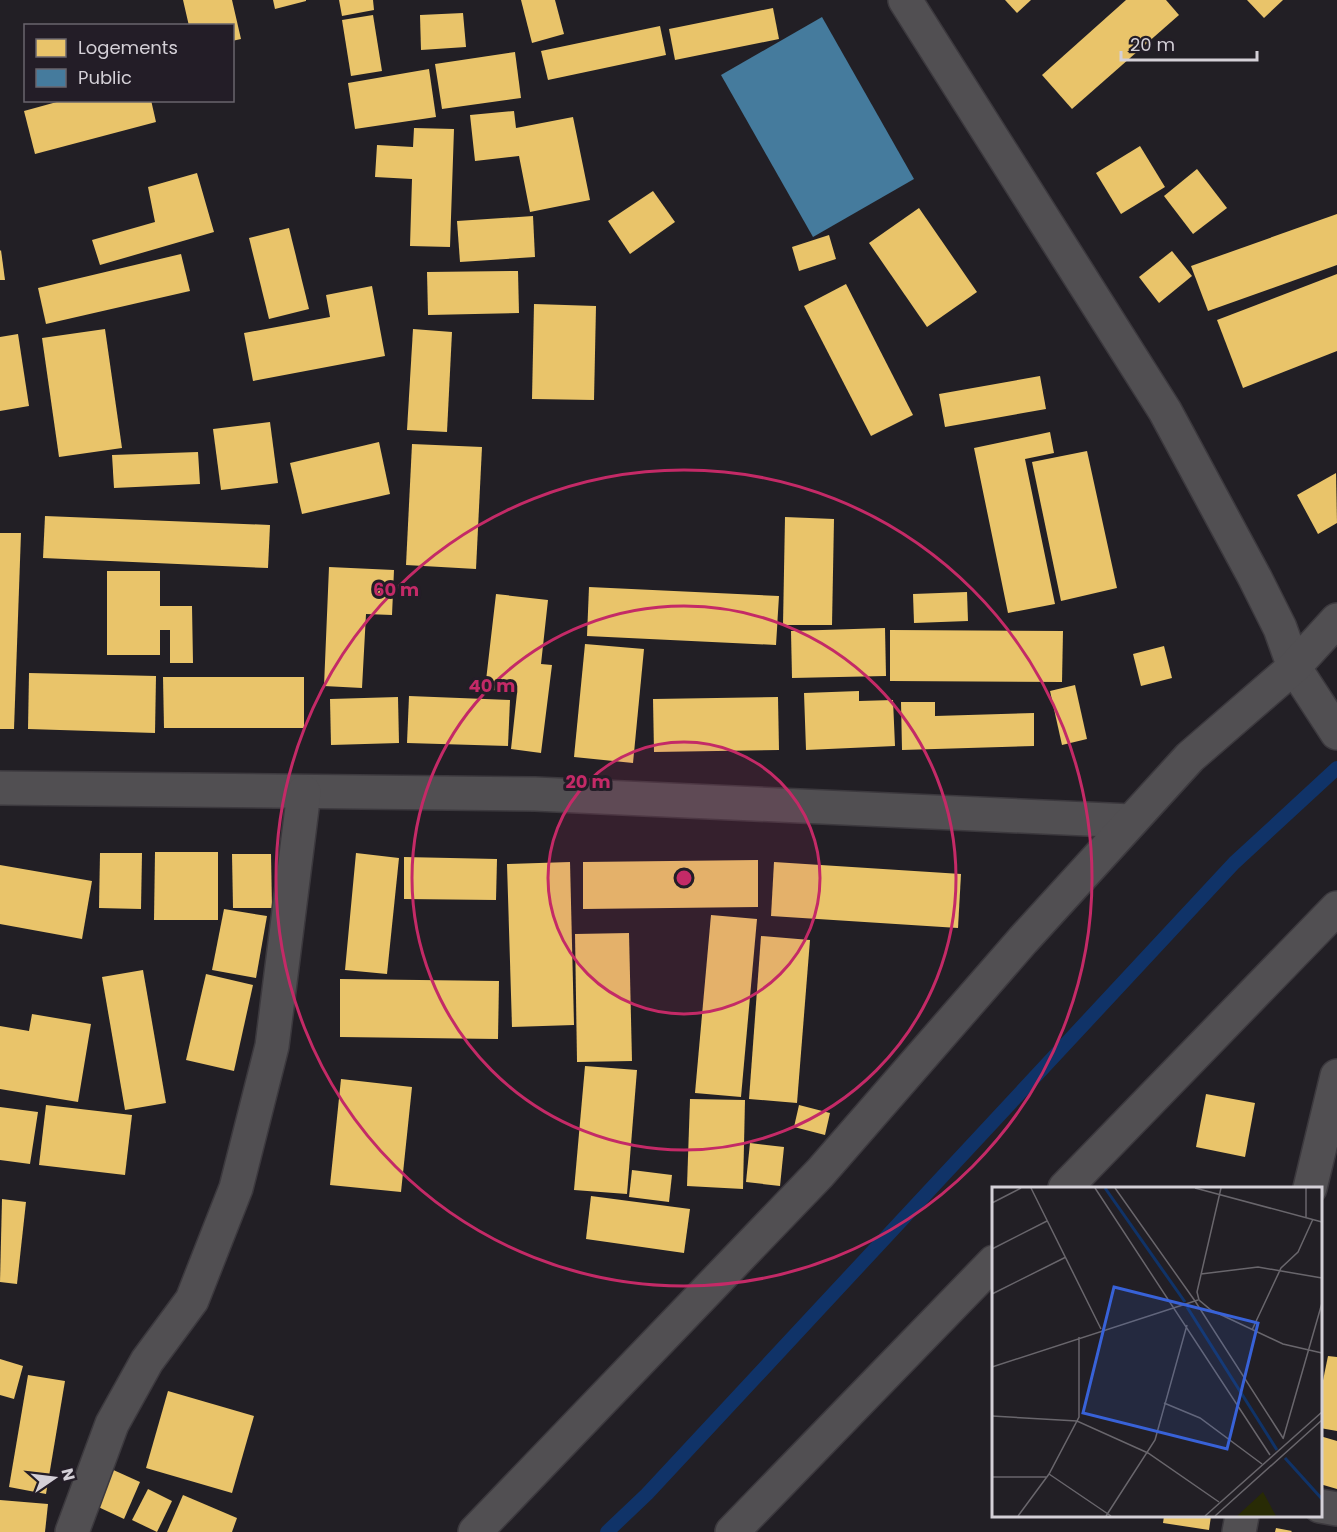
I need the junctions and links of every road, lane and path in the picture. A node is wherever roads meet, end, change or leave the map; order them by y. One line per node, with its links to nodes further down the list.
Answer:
1 (905, 0): 3 (street)
2 (1337, 620): 3 (street)
3 (1294, 667): 4 (street); 7 (street)
4 (1333, 726)
5 (0, 788): 6 (street)
6 (304, 792): 7 (street); 16 (street)
7 (1131, 821): 17 (street)
8 (1337, 908): 10 (street)
9 (1337, 1076): 11 (street)
10 (1066, 1187)
11 (1310, 1187)
12 (992, 1263): 18 (street)
13 (1322, 1506): 14 (street)
14 (1337, 1509)
15 (1242, 1517): 19 (street)
16 (72, 1532)
17 (475, 1532)
18 (732, 1532)
19 (1239, 1532)

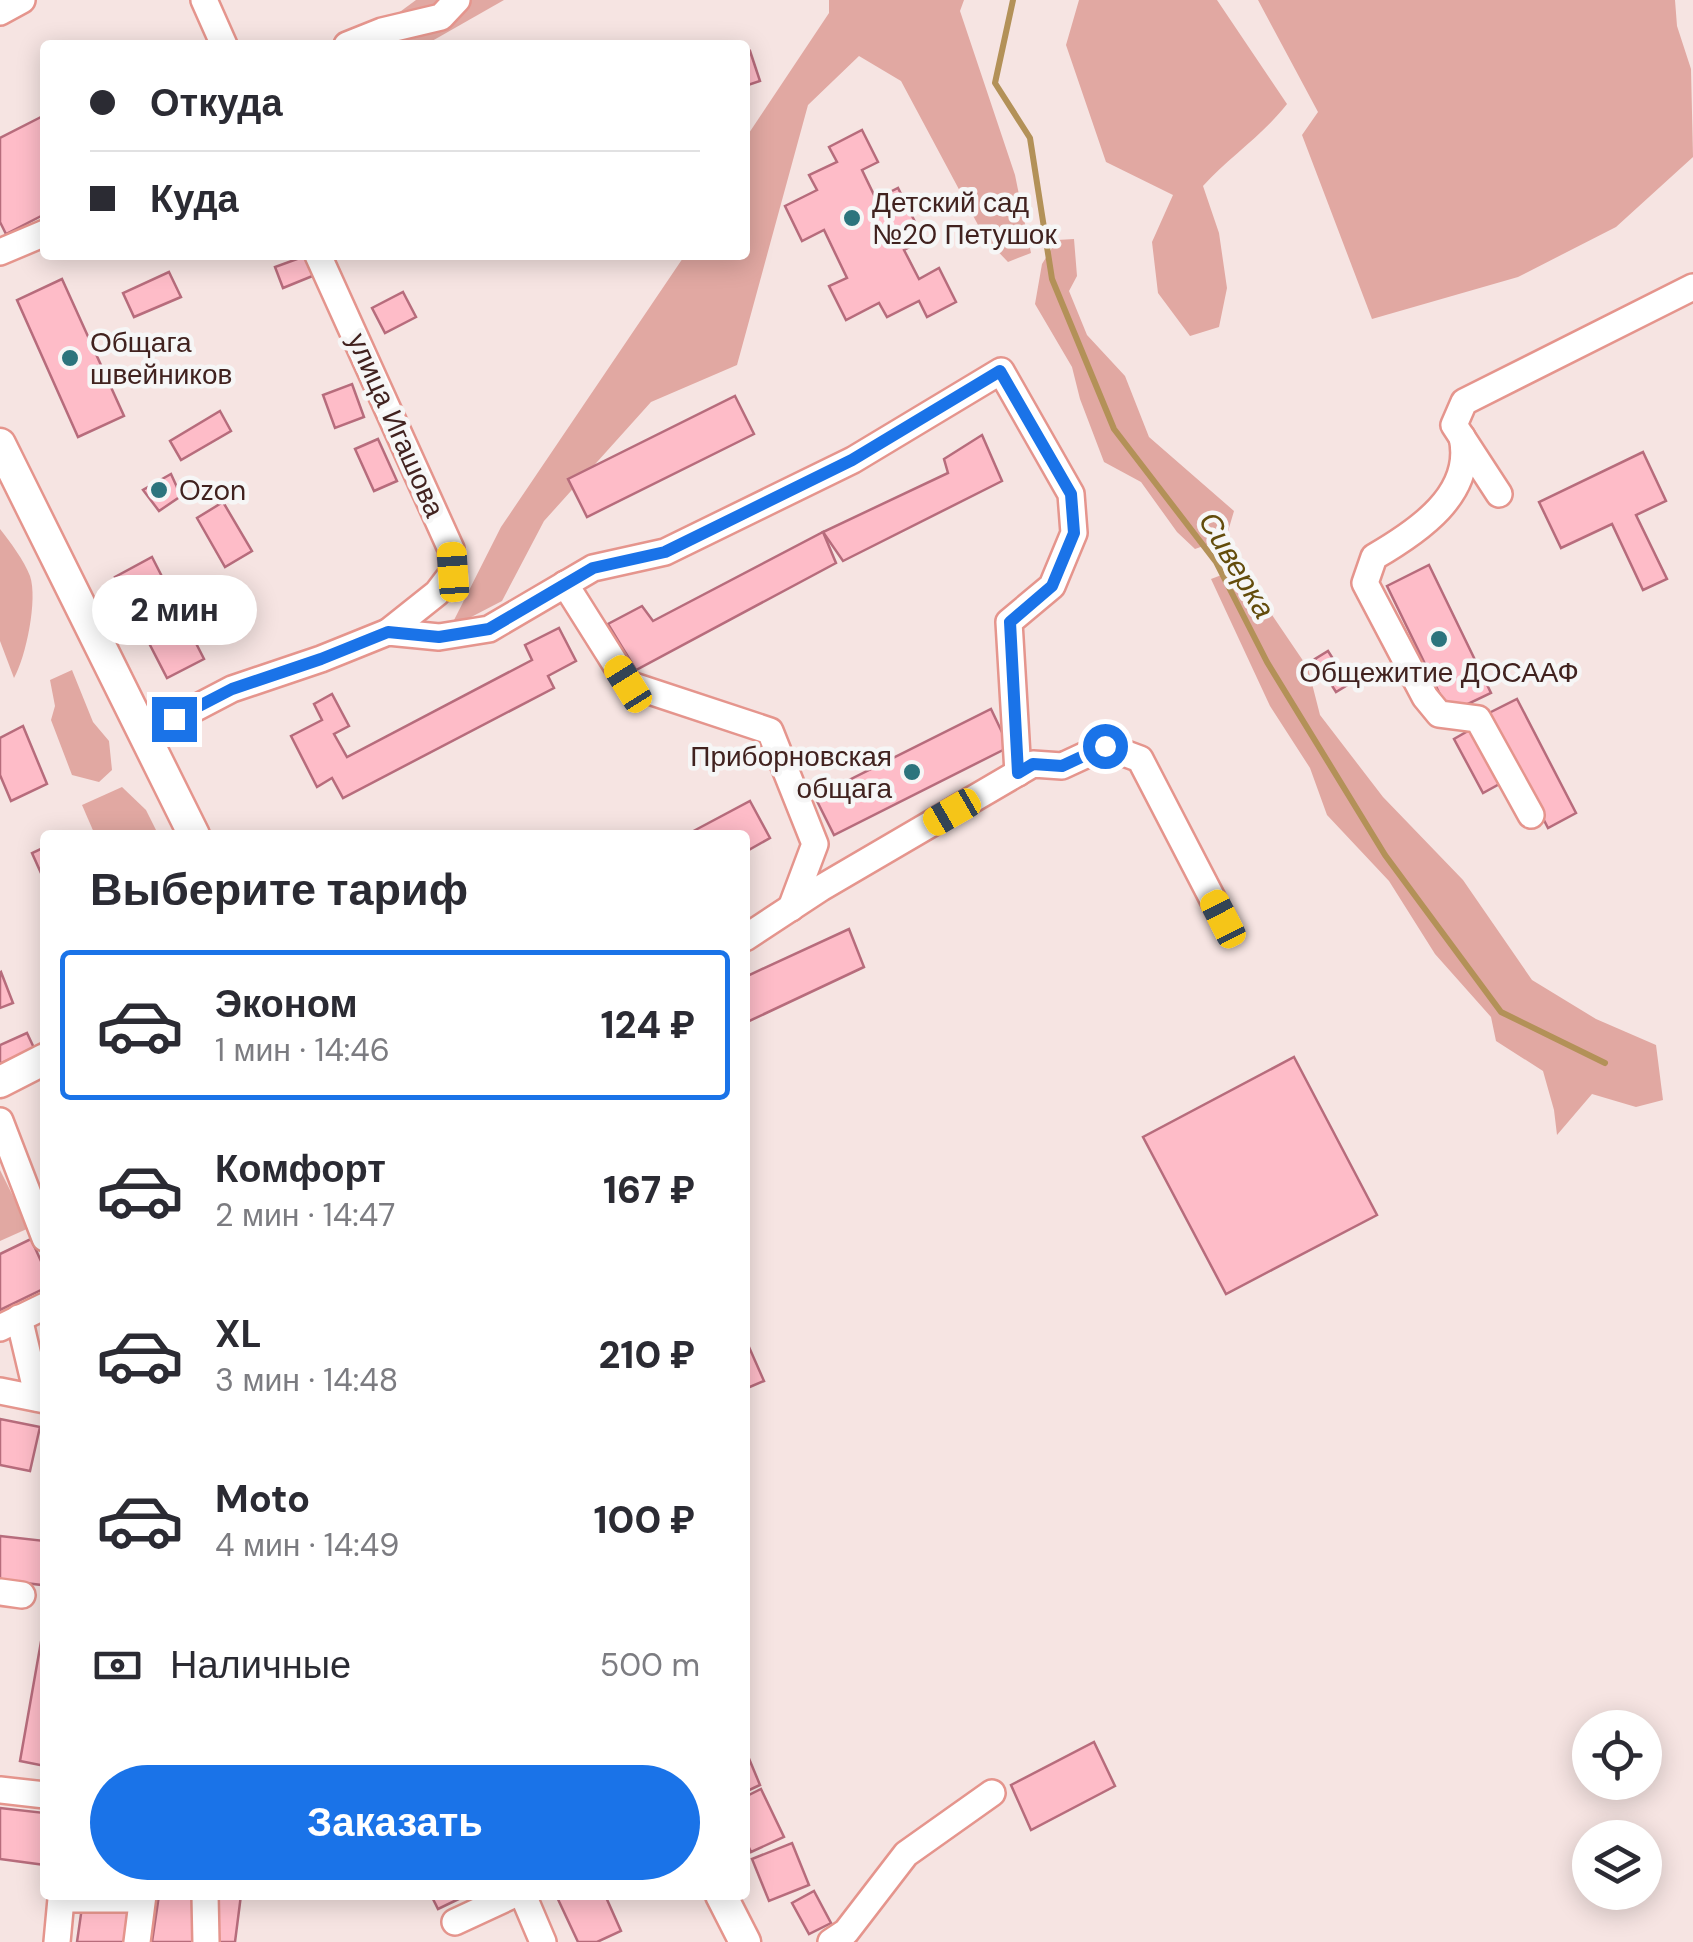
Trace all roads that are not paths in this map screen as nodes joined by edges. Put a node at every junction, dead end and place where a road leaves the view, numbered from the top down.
1 (22, 0) edge
2 (204, 0) edge
3 (457, 0) edge
4 (0, 12) edge
5 (222, 40) edge
6 (360, 40) edge
7 (40, 236) edge
8 (0, 252) edge
9 (320, 260) edge
10 (1693, 287) edge
11 (1462, 437) junction
12 (0, 444) edge
13 (1499, 494) dead end
14 (565, 584) junction
15 (388, 632) junction
16 (146, 734) junction
17 (1018, 773) junction
18 (1531, 816) dead end
19 (192, 830) edge
20 (791, 908) junction
21 (1223, 919) dead end
22 (750, 935) edge
23 (40, 1062) edge
24 (0, 1082) edge
25 (0, 1121) edge
26 (33, 1172) edge
27 (40, 1212) edge
28 (40, 1308) edge
29 (10, 1323) edge
30 (0, 1391) edge
31 (40, 1394) edge
32 (40, 1399) edge
33 (0, 1790) edge
34 (992, 1792) dead end
35 (40, 1795) edge
36 (61, 1900) edge
37 (139, 1900) edge
38 (205, 1900) edge
39 (521, 1900) edge
40 (524, 1900) edge
41 (724, 1900) edge
42 (454, 1922) dead end
43 (57, 1942) edge
44 (137, 1942) edge
45 (206, 1942) edge
46 (543, 1942) edge
47 (744, 1942) edge
48 (831, 1942) edge

1 - 4 street
2 - 5 street
3 - 6 street
7 - 8 street
9 - 15 street, улица Игашова
10 - 11 street
11 - 13 street
11 - 18 street
12 - 16 main road
14 - 15 street
14 - 17 street
14 - 20 street
15 - 16 street
16 - 19 main road
17 - 20 street
17 - 21 street
20 - 22 street
23 - 24 main road
25 - 26 street
26 - 27 street
28 - 29 street
29 - 31 street
30 - 32 street
33 - 35 street
34 - 48 street
36 - 43 street
37 - 44 street
38 - 45 street
39 - 42 street
40 - 46 street
41 - 47 main road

+-------+

▶ Assignment
The data above should be set down again exactly, with the pictures omitted.

▶ Answer box
I need the junctions and links of every road, lane and path in the picture. A node is wherever roads meet, end, change or leave the map; order them by y. One line per node, with its links to nodes further down the list.
Answer:
1 (905, 0): 3 (street)
2 (1337, 620): 3 (street)
3 (1294, 667): 4 (street); 7 (street)
4 (1333, 726)
5 (0, 788): 6 (street)
6 (304, 792): 7 (street); 16 (street)
7 (1131, 821): 17 (street)
8 (1337, 908): 10 (street)
9 (1337, 1076): 11 (street)
10 (1066, 1187)
11 (1310, 1187)
12 (992, 1263): 18 (street)
13 (1322, 1506): 14 (street)
14 (1337, 1509)
15 (1242, 1517): 19 (street)
16 (72, 1532)
17 (475, 1532)
18 (732, 1532)
19 (1239, 1532)

Trace all roads that are not paths in this map screen as nodes joined by edges. Put a node at every junction, dead end and place where a road leaves the view, numbered from the top down.
1 (22, 0) edge
2 (204, 0) edge
3 (457, 0) edge
4 (0, 12) edge
5 (222, 40) edge
6 (360, 40) edge
7 (40, 236) edge
8 (0, 252) edge
9 (320, 260) edge
10 (1693, 287) edge
11 (1462, 437) junction
12 (0, 444) edge
13 (1499, 494) dead end
14 (565, 584) junction
15 (388, 632) junction
16 (146, 734) junction
17 (1018, 773) junction
18 (1531, 816) dead end
19 (192, 830) edge
20 (791, 908) junction
21 (1223, 919) dead end
22 (750, 935) edge
23 (40, 1062) edge
24 (0, 1082) edge
25 (0, 1121) edge
26 (33, 1172) edge
27 (40, 1212) edge
28 (40, 1308) edge
29 (10, 1323) edge
30 (0, 1391) edge
31 (40, 1394) edge
32 (40, 1399) edge
33 (0, 1790) edge
34 (992, 1792) dead end
35 (40, 1795) edge
36 (61, 1900) edge
37 (139, 1900) edge
38 (205, 1900) edge
39 (521, 1900) edge
40 (524, 1900) edge
41 (724, 1900) edge
42 (454, 1922) dead end
43 (57, 1942) edge
44 (137, 1942) edge
45 (206, 1942) edge
46 (543, 1942) edge
47 (744, 1942) edge
48 (831, 1942) edge

1 - 4 street
2 - 5 street
3 - 6 street
7 - 8 street
9 - 15 street, улица Игашова
10 - 11 street
11 - 13 street
11 - 18 street
12 - 16 main road
14 - 15 street
14 - 17 street
14 - 20 street
15 - 16 street
16 - 19 main road
17 - 20 street
17 - 21 street
20 - 22 street
23 - 24 main road
25 - 26 street
26 - 27 street
28 - 29 street
29 - 31 street
30 - 32 street
33 - 35 street
34 - 48 street
36 - 43 street
37 - 44 street
38 - 45 street
39 - 42 street
40 - 46 street
41 - 47 main road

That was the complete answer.